Excerpts from a dataset
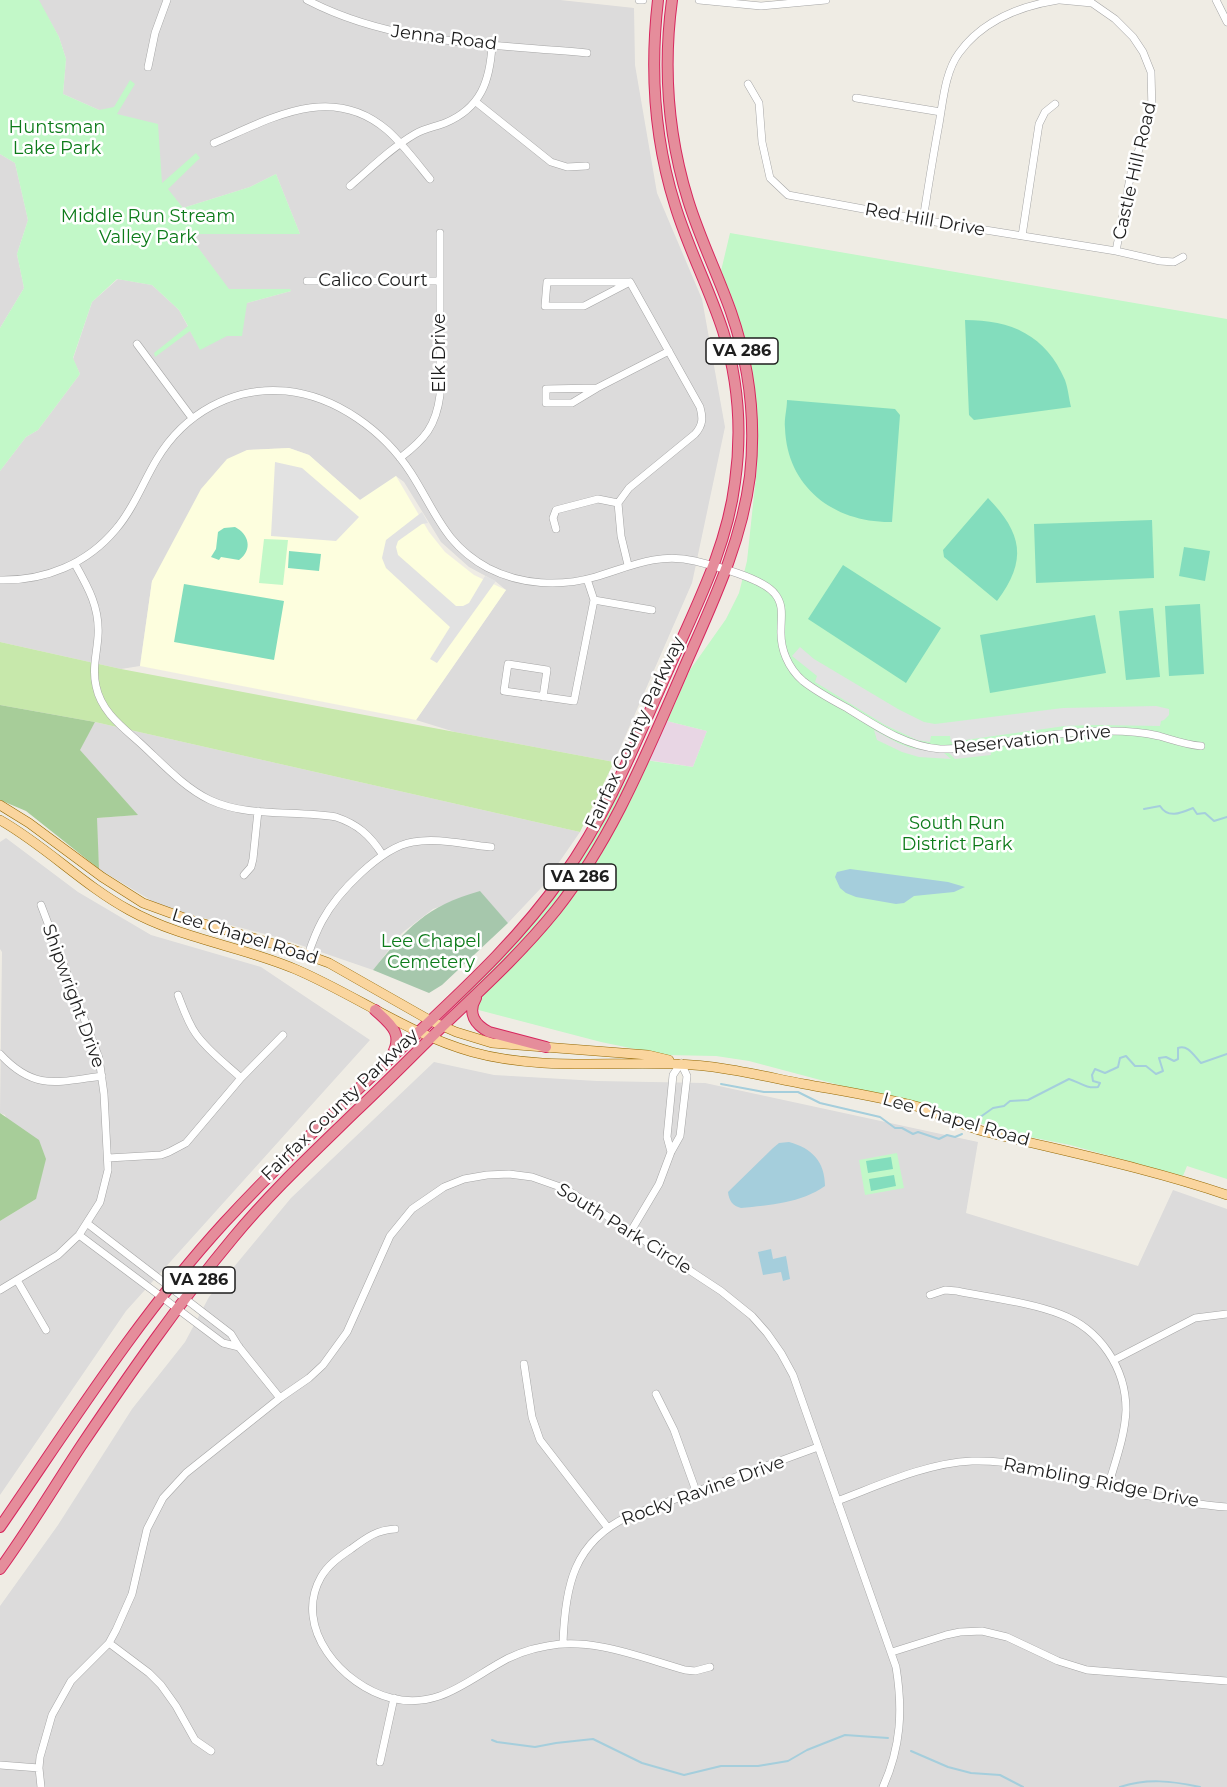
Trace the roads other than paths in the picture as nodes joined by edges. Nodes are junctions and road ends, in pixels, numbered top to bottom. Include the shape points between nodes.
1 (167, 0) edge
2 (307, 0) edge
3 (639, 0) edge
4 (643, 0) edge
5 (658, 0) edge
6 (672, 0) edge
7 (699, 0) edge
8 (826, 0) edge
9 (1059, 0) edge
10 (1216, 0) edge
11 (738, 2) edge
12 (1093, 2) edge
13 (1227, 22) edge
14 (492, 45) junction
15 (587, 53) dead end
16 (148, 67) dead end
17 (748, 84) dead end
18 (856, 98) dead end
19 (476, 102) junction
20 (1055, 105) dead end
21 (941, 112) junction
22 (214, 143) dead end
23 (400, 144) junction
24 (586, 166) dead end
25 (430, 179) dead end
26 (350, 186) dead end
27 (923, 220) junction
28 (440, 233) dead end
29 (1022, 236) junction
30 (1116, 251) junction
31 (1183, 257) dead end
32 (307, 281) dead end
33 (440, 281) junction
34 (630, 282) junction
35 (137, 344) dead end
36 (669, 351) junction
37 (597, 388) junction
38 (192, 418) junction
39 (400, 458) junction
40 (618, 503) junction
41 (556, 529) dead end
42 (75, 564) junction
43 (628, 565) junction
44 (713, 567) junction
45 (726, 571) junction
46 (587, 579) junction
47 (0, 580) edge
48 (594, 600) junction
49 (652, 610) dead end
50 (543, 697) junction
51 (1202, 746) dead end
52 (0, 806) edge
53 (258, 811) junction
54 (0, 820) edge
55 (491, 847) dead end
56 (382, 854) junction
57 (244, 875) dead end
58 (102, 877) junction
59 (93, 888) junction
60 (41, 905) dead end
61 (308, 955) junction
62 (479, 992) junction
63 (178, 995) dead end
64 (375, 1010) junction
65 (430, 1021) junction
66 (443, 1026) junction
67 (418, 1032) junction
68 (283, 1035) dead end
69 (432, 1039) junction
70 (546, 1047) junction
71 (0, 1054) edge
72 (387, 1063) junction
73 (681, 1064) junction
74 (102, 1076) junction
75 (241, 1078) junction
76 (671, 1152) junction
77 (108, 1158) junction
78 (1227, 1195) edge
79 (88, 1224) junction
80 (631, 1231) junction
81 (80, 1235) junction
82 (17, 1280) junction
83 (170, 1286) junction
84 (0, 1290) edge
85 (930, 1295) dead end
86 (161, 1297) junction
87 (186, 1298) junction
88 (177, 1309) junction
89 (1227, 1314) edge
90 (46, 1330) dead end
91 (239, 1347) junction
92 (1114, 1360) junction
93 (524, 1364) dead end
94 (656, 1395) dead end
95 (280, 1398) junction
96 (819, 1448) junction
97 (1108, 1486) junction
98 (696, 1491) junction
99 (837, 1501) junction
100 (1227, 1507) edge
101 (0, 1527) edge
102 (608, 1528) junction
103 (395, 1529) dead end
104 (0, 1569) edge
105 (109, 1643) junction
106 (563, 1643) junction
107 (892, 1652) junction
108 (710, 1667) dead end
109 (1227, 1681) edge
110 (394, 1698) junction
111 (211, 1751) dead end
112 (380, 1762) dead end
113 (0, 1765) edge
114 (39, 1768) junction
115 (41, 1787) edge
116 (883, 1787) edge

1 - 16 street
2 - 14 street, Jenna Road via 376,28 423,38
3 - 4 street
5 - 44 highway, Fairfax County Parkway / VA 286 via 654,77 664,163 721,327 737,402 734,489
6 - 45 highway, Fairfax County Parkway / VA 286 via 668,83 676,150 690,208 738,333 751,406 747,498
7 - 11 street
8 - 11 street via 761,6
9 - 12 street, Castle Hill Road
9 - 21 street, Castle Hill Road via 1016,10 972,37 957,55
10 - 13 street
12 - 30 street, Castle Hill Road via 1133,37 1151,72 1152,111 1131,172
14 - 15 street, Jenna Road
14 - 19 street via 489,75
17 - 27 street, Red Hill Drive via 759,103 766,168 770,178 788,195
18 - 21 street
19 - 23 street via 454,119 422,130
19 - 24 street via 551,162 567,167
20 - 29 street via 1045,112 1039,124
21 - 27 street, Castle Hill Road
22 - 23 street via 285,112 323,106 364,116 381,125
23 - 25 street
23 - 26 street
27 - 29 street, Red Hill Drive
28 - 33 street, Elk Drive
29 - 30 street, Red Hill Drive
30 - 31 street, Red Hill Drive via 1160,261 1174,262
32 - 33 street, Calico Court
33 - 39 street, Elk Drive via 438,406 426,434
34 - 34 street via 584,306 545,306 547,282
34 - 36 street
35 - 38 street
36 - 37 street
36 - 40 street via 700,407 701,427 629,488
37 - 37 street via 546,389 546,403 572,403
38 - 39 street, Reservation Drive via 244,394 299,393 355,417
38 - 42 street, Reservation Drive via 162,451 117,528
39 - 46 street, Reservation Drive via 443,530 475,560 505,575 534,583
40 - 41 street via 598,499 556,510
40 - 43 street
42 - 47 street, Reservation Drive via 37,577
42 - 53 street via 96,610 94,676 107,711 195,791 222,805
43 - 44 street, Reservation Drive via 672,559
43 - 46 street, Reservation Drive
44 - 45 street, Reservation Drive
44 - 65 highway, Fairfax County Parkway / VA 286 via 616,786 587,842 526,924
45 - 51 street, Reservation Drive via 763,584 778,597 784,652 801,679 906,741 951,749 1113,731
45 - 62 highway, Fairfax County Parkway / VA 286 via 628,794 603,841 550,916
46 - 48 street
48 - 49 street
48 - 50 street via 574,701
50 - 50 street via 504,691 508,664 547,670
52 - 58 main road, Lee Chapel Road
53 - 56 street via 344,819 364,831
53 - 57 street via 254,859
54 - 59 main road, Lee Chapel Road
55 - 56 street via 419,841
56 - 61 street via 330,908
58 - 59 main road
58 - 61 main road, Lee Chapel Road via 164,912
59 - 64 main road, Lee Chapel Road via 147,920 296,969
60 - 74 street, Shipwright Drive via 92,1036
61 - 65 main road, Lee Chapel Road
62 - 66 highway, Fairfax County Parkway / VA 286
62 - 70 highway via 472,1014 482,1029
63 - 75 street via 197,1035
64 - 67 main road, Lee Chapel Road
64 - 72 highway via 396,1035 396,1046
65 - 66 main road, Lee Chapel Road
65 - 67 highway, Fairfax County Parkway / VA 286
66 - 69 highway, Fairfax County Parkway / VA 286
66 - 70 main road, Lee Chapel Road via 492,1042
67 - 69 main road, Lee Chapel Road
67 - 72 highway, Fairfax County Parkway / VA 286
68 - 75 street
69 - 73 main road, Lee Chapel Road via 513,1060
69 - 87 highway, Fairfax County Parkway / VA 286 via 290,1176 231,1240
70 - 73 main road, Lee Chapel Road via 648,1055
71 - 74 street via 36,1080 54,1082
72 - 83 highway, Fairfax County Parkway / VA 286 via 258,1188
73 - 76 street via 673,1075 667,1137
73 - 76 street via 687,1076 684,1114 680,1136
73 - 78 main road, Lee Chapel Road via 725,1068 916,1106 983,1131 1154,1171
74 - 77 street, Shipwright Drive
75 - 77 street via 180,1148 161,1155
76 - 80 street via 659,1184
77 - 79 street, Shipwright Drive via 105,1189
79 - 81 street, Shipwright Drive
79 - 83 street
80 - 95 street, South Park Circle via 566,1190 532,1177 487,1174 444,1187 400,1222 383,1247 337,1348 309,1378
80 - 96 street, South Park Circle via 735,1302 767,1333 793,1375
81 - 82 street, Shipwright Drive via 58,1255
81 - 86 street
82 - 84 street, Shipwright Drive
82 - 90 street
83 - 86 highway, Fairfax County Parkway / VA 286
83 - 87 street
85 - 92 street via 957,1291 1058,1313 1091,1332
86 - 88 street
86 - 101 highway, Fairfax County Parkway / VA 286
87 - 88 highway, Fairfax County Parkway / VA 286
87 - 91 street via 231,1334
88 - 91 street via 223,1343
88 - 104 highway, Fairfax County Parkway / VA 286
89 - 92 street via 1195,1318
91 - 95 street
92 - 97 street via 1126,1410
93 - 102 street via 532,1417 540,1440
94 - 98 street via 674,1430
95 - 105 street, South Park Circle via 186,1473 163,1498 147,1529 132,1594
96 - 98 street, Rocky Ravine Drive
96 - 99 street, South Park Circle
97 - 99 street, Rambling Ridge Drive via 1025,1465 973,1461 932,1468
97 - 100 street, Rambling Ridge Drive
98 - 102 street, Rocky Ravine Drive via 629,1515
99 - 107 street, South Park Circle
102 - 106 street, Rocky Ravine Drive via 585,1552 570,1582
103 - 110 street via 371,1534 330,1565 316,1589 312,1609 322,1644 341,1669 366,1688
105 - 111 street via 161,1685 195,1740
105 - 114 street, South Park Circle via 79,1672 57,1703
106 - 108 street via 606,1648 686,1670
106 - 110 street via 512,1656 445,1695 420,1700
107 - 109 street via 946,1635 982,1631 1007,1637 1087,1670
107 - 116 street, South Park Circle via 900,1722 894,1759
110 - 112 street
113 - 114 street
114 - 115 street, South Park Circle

● **TRY IT**
Every line above that contains "Rambling" counts once. Give the number of those lines and nothing more.

● **THE ANSWER**
2